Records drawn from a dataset

========================================

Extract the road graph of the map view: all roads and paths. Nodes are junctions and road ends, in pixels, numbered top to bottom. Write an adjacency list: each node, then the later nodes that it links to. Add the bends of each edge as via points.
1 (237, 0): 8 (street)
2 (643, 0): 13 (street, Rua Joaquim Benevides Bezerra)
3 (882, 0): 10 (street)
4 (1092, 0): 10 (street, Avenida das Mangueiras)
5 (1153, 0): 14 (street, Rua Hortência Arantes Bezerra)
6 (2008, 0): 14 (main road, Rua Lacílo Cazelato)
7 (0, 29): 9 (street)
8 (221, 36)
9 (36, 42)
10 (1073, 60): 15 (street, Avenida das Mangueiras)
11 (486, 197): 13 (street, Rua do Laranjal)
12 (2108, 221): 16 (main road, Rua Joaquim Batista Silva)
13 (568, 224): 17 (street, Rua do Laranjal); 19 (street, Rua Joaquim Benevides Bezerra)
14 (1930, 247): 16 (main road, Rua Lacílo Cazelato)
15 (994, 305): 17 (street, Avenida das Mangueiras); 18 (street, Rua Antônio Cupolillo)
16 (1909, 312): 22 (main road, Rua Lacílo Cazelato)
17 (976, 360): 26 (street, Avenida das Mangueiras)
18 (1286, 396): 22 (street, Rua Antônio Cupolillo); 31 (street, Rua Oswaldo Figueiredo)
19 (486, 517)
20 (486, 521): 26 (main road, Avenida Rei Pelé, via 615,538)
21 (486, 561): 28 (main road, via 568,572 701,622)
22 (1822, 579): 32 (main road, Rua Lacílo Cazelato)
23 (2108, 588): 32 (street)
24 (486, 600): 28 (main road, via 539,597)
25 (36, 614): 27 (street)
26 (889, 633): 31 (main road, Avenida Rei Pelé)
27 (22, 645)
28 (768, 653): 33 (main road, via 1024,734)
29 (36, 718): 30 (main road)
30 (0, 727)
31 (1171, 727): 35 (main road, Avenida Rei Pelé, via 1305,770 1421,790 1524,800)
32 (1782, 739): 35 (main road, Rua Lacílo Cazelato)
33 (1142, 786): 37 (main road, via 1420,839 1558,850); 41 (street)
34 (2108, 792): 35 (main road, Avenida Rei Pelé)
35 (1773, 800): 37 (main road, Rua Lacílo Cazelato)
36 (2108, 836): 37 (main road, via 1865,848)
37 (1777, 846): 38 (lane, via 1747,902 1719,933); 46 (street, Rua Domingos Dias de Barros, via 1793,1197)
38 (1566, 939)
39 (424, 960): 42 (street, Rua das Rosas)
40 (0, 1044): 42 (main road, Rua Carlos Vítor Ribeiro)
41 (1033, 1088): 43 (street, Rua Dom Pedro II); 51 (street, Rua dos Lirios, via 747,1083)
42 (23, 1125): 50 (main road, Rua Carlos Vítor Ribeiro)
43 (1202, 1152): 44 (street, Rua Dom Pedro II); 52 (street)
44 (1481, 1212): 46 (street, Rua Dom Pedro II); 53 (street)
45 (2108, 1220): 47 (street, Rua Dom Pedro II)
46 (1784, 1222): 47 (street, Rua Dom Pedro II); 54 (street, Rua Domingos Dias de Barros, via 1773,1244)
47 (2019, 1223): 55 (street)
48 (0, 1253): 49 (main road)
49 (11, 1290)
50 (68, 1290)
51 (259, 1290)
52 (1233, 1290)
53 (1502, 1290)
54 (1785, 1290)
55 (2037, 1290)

========================================

Transcribe the data above in its entirety, exactly.

Extract the road graph of the map view: all roads and paths. Nodes are junctions and road ends, in pixels, numbered top to bottom. Write an adjacency list: each node, then the later nodes that it links to. Add the bends of each edge as via points.
1 (237, 0): 8 (street)
2 (643, 0): 13 (street, Rua Joaquim Benevides Bezerra)
3 (882, 0): 10 (street)
4 (1092, 0): 10 (street, Avenida das Mangueiras)
5 (1153, 0): 14 (street, Rua Hortência Arantes Bezerra)
6 (2008, 0): 14 (main road, Rua Lacílo Cazelato)
7 (0, 29): 9 (street)
8 (221, 36)
9 (36, 42)
10 (1073, 60): 15 (street, Avenida das Mangueiras)
11 (486, 197): 13 (street, Rua do Laranjal)
12 (2108, 221): 16 (main road, Rua Joaquim Batista Silva)
13 (568, 224): 17 (street, Rua do Laranjal); 19 (street, Rua Joaquim Benevides Bezerra)
14 (1930, 247): 16 (main road, Rua Lacílo Cazelato)
15 (994, 305): 17 (street, Avenida das Mangueiras); 18 (street, Rua Antônio Cupolillo)
16 (1909, 312): 22 (main road, Rua Lacílo Cazelato)
17 (976, 360): 26 (street, Avenida das Mangueiras)
18 (1286, 396): 22 (street, Rua Antônio Cupolillo); 31 (street, Rua Oswaldo Figueiredo)
19 (486, 517)
20 (486, 521): 26 (main road, Avenida Rei Pelé, via 615,538)
21 (486, 561): 28 (main road, via 568,572 701,622)
22 (1822, 579): 32 (main road, Rua Lacílo Cazelato)
23 (2108, 588): 32 (street)
24 (486, 600): 28 (main road, via 539,597)
25 (36, 614): 27 (street)
26 (889, 633): 31 (main road, Avenida Rei Pelé)
27 (22, 645)
28 (768, 653): 33 (main road, via 1024,734)
29 (36, 718): 30 (main road)
30 (0, 727)
31 (1171, 727): 35 (main road, Avenida Rei Pelé, via 1305,770 1421,790 1524,800)
32 (1782, 739): 35 (main road, Rua Lacílo Cazelato)
33 (1142, 786): 37 (main road, via 1420,839 1558,850); 41 (street)
34 (2108, 792): 35 (main road, Avenida Rei Pelé)
35 (1773, 800): 37 (main road, Rua Lacílo Cazelato)
36 (2108, 836): 37 (main road, via 1865,848)
37 (1777, 846): 38 (lane, via 1747,902 1719,933); 46 (street, Rua Domingos Dias de Barros, via 1793,1197)
38 (1566, 939)
39 (424, 960): 42 (street, Rua das Rosas)
40 (0, 1044): 42 (main road, Rua Carlos Vítor Ribeiro)
41 (1033, 1088): 43 (street, Rua Dom Pedro II); 51 (street, Rua dos Lirios, via 747,1083)
42 (23, 1125): 50 (main road, Rua Carlos Vítor Ribeiro)
43 (1202, 1152): 44 (street, Rua Dom Pedro II); 52 (street)
44 (1481, 1212): 46 (street, Rua Dom Pedro II); 53 (street)
45 (2108, 1220): 47 (street, Rua Dom Pedro II)
46 (1784, 1222): 47 (street, Rua Dom Pedro II); 54 (street, Rua Domingos Dias de Barros, via 1773,1244)
47 (2019, 1223): 55 (street)
48 (0, 1253): 49 (main road)
49 (11, 1290)
50 (68, 1290)
51 (259, 1290)
52 (1233, 1290)
53 (1502, 1290)
54 (1785, 1290)
55 (2037, 1290)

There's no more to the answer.